- **Task goal**
Count every line below that contains "Assawssane", then state the total with no other output.

(Stored data)
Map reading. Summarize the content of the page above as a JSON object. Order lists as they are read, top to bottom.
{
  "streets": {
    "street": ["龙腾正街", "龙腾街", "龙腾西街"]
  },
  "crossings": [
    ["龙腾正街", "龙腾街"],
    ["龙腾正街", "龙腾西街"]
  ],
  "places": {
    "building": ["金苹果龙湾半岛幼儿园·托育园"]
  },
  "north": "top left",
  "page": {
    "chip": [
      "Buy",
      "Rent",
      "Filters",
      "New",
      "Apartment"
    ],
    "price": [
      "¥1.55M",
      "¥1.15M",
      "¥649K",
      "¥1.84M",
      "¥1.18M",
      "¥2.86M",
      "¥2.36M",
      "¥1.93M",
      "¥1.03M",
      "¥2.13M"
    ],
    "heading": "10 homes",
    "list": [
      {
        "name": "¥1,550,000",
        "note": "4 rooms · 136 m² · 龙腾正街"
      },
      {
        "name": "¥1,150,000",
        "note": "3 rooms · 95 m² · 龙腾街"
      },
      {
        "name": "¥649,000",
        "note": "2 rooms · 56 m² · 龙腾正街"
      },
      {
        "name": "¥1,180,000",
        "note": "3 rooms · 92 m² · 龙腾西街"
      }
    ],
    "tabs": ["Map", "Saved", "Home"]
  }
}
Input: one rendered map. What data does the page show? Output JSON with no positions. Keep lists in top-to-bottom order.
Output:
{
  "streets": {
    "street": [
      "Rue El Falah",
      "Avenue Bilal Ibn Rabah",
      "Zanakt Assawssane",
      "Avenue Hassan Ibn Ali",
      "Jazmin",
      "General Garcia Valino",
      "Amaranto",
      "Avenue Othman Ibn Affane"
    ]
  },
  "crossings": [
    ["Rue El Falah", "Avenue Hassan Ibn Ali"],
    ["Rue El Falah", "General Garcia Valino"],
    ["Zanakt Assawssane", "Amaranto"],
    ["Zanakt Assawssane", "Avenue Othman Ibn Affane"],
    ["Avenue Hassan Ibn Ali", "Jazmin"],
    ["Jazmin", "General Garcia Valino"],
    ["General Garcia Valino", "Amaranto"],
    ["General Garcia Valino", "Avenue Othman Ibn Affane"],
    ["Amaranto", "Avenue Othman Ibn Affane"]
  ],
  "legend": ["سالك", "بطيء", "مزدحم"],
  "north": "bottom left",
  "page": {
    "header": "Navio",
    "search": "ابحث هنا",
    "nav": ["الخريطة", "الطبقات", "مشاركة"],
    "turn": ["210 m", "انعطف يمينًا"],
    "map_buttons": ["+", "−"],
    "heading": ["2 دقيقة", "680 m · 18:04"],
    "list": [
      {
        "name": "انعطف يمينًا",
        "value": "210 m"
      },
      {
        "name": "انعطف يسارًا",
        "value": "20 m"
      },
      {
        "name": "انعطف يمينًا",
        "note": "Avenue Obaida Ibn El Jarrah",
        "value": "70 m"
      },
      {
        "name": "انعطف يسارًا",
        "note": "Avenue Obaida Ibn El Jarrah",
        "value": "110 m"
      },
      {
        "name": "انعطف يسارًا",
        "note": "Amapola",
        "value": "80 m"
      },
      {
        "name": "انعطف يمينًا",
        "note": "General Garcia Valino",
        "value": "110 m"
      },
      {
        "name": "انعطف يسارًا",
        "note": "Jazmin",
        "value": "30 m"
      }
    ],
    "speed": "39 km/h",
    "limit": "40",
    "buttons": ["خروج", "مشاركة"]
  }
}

- **Expected answer**
3